Geologists say that Devils Tower was formed by the intrusion of magma into the region’s sedimentary rock. Some believe it is a volcanic plug, but there is no evidence of volcanic activity anywhere in the region.
In any case, the softer sedimentary rock surrounding the tower’s harder igneous variety eroded over perhaps 60 million years, exposing the tower. Its stone, by the way, is called “phonolite porphyry,” a relatively rare material nearly as dense as granite that is found only here and in Africa and perhaps France. It gets the “phono” part of its name because it rings when hit with a geologic pick, Lindsay said.
To Northern Plains tribes, the site is sacred. As visitors walk around its base, they often come upon prayer cloths tied onto tree branches by Native Americans.

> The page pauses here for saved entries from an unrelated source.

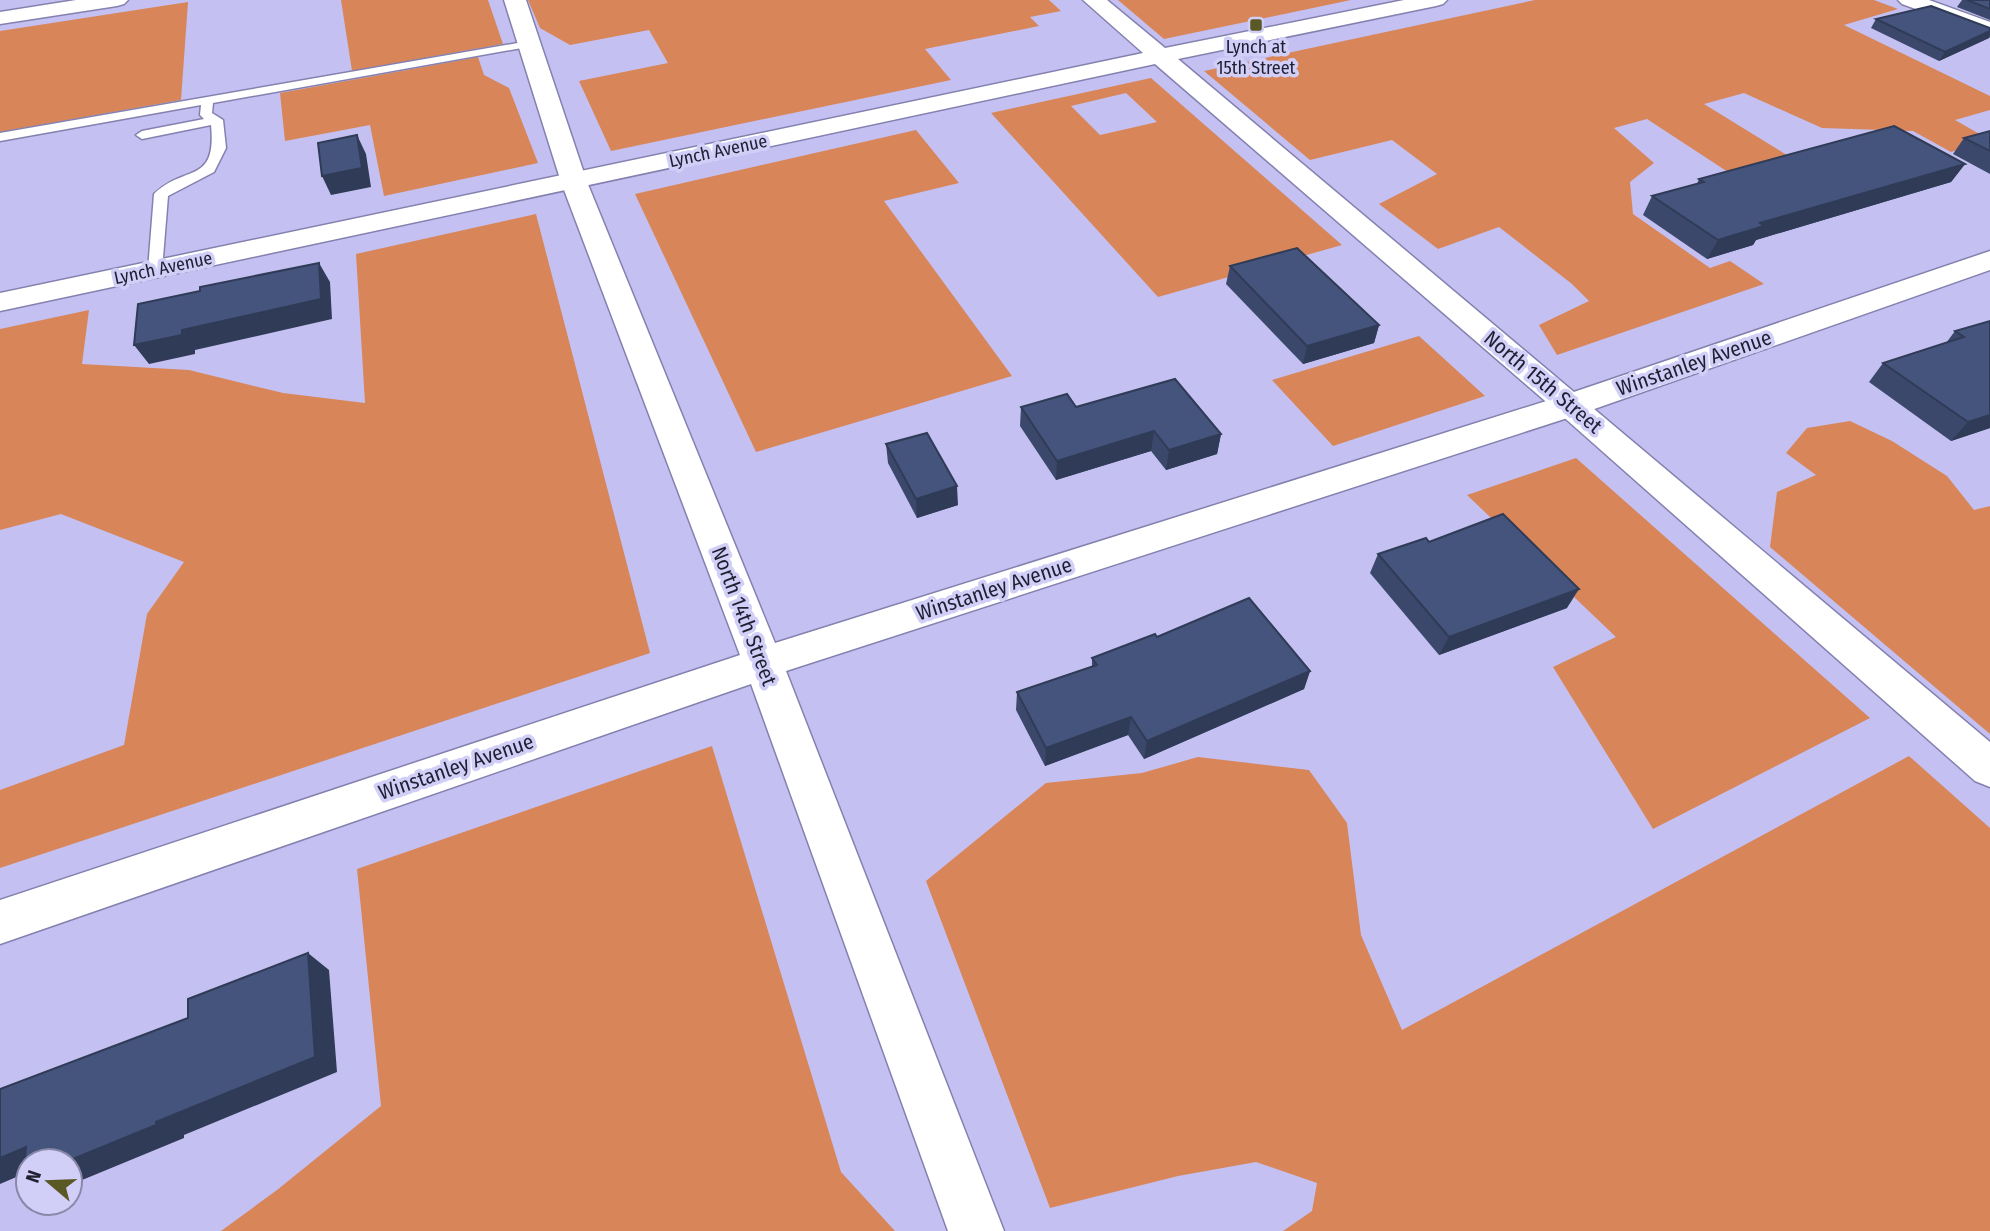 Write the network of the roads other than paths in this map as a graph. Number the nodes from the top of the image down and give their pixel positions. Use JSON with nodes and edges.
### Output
{"nodes":[{"id":1,"x":117,"y":0,"type":"edge"},
{"id":2,"x":515,"y":0,"type":"edge"},
{"id":3,"x":1094,"y":0,"type":"edge"},
{"id":4,"x":1436,"y":0,"type":"edge"},
{"id":5,"x":1909,"y":0,"type":"edge"},
{"id":6,"x":0,"y":18,"type":"edge"},
{"id":7,"x":1990,"y":29,"type":"edge"},
{"id":8,"x":529,"y":44,"type":"junction"},
{"id":9,"x":1156,"y":55,"type":"junction"},
{"id":10,"x":207,"y":102,"type":"junction"},
{"id":11,"x":217,"y":120,"type":"junction"},
{"id":12,"x":142,"y":135,"type":"dead end"},
{"id":13,"x":0,"y":137,"type":"edge"},
{"id":14,"x":574,"y":182,"type":"junction"},
{"id":15,"x":1990,"y":260,"type":"edge"},
{"id":16,"x":155,"y":270,"type":"junction"},
{"id":17,"x":0,"y":302,"type":"edge"},
{"id":18,"x":1571,"y":405,"type":"junction"},
{"id":19,"x":762,"y":663,"type":"junction"},
{"id":20,"x":1990,"y":768,"type":"edge"},
{"id":21,"x":0,"y":922,"type":"edge"},
{"id":22,"x":976,"y":1231,"type":"edge"}],
"edges":[{"from":1,"to":6,"type":"street"},
{"from":2,"to":8,"type":"street","name":"North 14th Street"},
{"from":3,"to":9,"type":"street","name":"North 15th Street"},
{"from":4,"to":9,"type":"street","name":"Lynch Avenue"},
{"from":5,"to":7,"type":"street"},
{"from":8,"to":10,"type":"lane"},
{"from":8,"to":14,"type":"street","name":"North 14th Street"},
{"from":9,"to":14,"type":"street","name":"Lynch Avenue"},
{"from":9,"to":18,"type":"street","name":"North 15th Street"},
{"from":10,"to":11,"type":"lane"},
{"from":10,"to":13,"type":"lane"},
{"from":11,"to":12,"type":"lane"},
{"from":11,"to":16,"type":"lane"},
{"from":14,"to":16,"type":"street","name":"Lynch Avenue"},
{"from":14,"to":19,"type":"street","name":"North 14th Street"},
{"from":15,"to":18,"type":"street","name":"Winstanley Avenue"},
{"from":16,"to":17,"type":"street","name":"Lynch Avenue"},
{"from":18,"to":19,"type":"street","name":"Winstanley Avenue"},
{"from":18,"to":20,"type":"street","name":"North 15th Street"},
{"from":19,"to":21,"type":"street","name":"Winstanley Avenue"},
{"from":19,"to":22,"type":"street","name":"North 14th Street"}]}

The legend heard most frequently relates that a group of girls being chased by a huge bear jumped atop a large rock and prayed to the spirits to save them. The rock thereupon grew larger and larger, rising into the sky, and as the bear attempted to get at the girls his claws scraped the edges of the rock, creating the grooves we see today.
(A legend of another sort came into being just 25 years ago when the movie “Close Encounters of the Third Kind” was released. Its climactic scenes were shot at the tower, imbuing it with an otherworldly aura that exists to this day in the minds of many.)
The tribes object to the name Devils Tower, which they consider offensive, and have petitioned to restore the original Indian name, Bear Lodge. Many tribes also want all climbing banned; in a compromise, a voluntary no-climbing plan has been put into effect for the month of June each year.